Текст книги "Маскарад чувства"
Автор книги: Марк Криницкий
сообщить о нарушении
Текущая страница: 14 (всего у книги 22 страниц)
VII
Сегодня, после недели мытарств по судебным инстанциям, Клавдия вышла из заключения, освобожденная под залог.
Это известие, наконец, привез Сергею Павловичу муж его сестры Кротов.
– Люма придет к тебе сегодня же, – говорил он, скучно сидя на стуле у кровати и в сотый раз тщетно озирая пустые стены больничной палаты, – как же, она тебя непременно хотела навестить.

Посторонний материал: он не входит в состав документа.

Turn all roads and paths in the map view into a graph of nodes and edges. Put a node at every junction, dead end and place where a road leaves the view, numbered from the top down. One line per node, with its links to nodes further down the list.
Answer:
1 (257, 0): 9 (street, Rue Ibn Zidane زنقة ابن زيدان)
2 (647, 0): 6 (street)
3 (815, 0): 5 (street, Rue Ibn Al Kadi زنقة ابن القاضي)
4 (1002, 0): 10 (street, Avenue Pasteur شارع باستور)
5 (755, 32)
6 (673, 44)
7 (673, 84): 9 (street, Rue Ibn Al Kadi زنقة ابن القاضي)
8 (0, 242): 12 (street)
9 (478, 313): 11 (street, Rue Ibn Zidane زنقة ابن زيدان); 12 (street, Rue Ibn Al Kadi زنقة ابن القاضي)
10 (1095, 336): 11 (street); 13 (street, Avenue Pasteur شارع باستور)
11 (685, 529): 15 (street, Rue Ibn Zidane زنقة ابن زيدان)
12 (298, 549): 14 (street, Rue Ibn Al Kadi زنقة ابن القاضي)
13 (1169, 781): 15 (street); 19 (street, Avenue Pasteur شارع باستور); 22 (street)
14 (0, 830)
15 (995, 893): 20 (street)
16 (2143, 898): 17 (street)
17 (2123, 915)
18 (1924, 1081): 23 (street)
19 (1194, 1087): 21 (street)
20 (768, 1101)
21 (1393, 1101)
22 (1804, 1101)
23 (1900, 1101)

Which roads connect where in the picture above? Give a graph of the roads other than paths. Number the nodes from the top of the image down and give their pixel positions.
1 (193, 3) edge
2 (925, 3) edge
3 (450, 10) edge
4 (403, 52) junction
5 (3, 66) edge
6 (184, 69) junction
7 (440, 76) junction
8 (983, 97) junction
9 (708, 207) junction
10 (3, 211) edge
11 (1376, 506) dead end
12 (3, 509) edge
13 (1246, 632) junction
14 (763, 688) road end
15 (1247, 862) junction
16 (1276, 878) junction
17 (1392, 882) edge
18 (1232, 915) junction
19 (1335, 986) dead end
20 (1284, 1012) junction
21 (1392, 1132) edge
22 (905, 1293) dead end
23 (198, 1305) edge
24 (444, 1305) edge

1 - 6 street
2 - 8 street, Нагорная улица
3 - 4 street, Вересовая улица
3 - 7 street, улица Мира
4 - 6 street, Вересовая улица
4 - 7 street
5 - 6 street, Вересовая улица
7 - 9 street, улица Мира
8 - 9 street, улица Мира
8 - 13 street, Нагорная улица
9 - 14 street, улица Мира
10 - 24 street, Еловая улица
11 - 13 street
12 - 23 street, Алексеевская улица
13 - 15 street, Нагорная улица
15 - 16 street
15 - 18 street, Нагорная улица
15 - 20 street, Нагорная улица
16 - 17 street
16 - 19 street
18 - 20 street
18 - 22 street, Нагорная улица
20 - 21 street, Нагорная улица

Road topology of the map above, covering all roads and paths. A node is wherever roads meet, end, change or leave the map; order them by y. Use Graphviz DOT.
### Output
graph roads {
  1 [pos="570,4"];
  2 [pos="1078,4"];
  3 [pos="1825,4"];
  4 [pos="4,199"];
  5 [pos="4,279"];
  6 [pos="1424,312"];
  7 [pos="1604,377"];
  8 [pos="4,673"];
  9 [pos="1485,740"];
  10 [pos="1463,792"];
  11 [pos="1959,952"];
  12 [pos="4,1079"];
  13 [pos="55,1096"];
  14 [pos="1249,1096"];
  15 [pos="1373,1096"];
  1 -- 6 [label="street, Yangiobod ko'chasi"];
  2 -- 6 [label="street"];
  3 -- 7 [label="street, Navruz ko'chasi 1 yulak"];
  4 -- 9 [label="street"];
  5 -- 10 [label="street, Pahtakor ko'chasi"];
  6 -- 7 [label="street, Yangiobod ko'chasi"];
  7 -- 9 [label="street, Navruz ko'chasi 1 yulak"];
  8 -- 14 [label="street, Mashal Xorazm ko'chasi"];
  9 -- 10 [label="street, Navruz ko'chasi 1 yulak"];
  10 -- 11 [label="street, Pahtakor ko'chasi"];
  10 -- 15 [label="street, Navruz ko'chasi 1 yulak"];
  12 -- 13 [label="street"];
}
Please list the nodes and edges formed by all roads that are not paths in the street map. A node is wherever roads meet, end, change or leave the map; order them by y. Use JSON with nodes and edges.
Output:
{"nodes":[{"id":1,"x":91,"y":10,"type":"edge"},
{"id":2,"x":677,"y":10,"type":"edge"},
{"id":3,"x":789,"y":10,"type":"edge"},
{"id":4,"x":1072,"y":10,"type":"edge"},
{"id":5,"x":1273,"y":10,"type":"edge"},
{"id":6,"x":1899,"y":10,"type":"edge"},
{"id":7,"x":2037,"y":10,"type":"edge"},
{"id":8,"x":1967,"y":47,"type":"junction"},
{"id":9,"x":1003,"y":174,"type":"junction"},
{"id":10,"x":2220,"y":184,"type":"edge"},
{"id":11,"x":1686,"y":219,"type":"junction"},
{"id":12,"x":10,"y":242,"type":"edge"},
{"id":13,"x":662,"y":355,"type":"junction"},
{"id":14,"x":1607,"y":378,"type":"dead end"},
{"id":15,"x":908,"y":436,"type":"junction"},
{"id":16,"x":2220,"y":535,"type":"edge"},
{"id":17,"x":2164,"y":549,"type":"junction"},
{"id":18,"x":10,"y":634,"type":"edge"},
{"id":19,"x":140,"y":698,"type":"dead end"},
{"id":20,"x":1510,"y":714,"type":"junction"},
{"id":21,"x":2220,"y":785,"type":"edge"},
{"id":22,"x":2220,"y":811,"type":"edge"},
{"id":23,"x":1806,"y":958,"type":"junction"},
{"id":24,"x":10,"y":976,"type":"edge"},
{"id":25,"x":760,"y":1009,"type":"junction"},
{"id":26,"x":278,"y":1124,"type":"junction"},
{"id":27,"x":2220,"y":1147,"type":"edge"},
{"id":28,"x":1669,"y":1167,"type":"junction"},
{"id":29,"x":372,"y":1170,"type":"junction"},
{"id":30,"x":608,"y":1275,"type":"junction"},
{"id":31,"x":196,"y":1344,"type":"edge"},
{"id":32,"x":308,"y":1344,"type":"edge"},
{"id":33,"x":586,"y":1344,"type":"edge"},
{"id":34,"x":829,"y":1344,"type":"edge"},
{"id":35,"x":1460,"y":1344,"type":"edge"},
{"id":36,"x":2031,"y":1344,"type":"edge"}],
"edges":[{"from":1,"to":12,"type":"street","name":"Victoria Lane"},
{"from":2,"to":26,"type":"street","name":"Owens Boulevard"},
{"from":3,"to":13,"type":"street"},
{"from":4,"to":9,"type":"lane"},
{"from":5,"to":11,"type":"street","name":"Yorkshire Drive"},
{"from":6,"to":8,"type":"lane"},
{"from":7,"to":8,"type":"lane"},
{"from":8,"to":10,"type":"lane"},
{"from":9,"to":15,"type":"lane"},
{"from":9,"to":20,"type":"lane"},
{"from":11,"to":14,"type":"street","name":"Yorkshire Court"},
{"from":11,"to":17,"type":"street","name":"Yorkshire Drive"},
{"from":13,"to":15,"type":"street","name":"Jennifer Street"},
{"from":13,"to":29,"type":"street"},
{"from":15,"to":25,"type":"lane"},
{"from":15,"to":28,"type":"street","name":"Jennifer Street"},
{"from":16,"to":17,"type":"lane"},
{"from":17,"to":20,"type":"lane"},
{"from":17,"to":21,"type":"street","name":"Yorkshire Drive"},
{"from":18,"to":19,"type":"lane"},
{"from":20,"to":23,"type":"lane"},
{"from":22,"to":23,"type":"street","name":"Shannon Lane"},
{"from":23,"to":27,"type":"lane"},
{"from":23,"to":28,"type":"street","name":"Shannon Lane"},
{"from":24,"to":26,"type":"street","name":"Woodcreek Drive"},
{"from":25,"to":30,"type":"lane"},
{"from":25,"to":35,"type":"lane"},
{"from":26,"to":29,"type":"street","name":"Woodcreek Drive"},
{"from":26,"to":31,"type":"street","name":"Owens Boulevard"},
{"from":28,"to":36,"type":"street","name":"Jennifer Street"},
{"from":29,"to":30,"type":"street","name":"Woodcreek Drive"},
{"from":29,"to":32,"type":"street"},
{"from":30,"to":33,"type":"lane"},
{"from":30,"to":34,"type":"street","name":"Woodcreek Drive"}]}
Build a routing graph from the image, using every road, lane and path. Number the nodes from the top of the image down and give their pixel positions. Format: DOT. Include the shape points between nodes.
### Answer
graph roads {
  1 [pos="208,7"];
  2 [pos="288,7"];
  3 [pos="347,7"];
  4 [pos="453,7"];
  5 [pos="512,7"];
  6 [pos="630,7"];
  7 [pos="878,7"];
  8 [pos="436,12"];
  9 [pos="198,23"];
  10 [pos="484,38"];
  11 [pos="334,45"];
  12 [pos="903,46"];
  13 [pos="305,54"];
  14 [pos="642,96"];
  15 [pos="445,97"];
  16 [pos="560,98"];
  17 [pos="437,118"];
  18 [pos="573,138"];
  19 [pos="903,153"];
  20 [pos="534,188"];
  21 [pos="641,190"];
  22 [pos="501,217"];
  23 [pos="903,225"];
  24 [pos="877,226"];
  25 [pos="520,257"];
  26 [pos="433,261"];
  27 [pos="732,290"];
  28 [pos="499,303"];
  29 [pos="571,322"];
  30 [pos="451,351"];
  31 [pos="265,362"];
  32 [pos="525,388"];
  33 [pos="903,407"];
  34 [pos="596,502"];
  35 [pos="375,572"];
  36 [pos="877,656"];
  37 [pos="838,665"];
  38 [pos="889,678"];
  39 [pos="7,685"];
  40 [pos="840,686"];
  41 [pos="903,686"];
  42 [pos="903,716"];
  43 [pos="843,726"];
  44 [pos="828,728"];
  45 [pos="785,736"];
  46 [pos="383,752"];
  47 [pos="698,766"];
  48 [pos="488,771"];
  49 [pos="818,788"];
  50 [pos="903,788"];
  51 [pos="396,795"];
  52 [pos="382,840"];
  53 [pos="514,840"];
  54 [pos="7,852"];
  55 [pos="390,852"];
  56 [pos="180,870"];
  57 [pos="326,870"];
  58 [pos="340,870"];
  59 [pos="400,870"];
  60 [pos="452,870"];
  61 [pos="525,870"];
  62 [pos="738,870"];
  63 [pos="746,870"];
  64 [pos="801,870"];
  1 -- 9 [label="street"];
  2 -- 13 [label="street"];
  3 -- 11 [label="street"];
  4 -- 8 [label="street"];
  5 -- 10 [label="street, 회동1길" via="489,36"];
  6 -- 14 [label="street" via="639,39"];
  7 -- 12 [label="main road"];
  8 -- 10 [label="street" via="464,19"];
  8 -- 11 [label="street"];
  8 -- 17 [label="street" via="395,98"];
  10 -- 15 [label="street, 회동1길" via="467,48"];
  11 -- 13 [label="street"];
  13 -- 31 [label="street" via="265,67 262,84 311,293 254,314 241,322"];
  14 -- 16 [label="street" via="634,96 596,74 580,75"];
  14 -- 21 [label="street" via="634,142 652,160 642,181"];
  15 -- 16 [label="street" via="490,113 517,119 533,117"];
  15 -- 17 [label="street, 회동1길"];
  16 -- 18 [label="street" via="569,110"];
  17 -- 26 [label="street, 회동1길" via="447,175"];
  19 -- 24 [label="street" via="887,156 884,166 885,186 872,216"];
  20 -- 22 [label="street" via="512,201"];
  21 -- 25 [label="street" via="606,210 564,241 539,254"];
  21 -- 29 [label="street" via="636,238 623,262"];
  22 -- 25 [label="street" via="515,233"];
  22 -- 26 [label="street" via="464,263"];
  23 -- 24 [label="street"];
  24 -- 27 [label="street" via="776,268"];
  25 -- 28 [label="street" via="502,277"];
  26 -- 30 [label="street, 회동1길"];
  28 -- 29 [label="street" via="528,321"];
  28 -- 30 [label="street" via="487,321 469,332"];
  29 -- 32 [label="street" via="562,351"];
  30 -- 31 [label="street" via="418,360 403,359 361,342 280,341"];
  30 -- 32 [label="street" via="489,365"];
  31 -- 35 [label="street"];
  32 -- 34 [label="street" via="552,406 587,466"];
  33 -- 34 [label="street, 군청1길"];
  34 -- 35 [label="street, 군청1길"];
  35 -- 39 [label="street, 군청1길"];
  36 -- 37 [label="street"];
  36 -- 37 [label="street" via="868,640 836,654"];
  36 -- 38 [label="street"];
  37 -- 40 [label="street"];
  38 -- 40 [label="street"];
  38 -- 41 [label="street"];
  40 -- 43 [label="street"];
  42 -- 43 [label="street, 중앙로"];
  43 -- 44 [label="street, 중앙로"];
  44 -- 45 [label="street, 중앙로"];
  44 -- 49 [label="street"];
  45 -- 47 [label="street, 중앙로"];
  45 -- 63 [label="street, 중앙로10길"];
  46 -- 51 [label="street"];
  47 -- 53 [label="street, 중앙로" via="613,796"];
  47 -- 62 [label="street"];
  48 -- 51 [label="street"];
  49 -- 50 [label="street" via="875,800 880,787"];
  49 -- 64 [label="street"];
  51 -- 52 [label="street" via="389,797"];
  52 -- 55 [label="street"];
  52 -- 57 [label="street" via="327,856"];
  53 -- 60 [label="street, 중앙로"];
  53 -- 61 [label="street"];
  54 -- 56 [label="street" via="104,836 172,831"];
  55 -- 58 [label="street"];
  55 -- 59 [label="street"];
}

Он старался выжать из своей лобастой головы, напоминавшей по форме стручок, еще чего-нибудь, но все родственные, сочувственные излияния оказывались израсходованными, и он повторил еще раз:
– Как же, как же.
– Папиросы есть? – спросил неверным голосом Сергей Павлович.
– Есть… то есть, кажется, нет, – спохватился Кротов. – Да, совершенно верно – нет.
Он солгал.
С этого момента он совершенно перестал интересовать Сергея Павловича.
– А если бы были, небось – попросил бы?
Кротов с покровительственной усмешкой наморщил нос.
– Да, да, брат, удивительно ты легкомысленный человек.
И, посмотрев с удивлением на Сергея Павловича, точно видел его в первый раз, он прибавил:
– Удивительно.
Он покачал головой и, аккуратно сняв с картофелеобразного красноватого носа золотые очки, не спеша протер их аккуратно сложенным носовым платком.
– Ты не обидься, брат, – продолжал он, и глаза его, прищуренные без очков, стали одновременно извиняющимися и наглыми, – я ведь тебе скажу по-родственному. Вот ты увидел меня, сейчас просишь папиросы. Это ведь в тебе черта. Ты не обидься.
– А чего же мне у тебя просить?
Кротов его всегда одновременно злил и забавлял своею склонностью к поучениям.
– Разве я тебе сказал, что ты у меня непременно что-нибудь должен был попросить?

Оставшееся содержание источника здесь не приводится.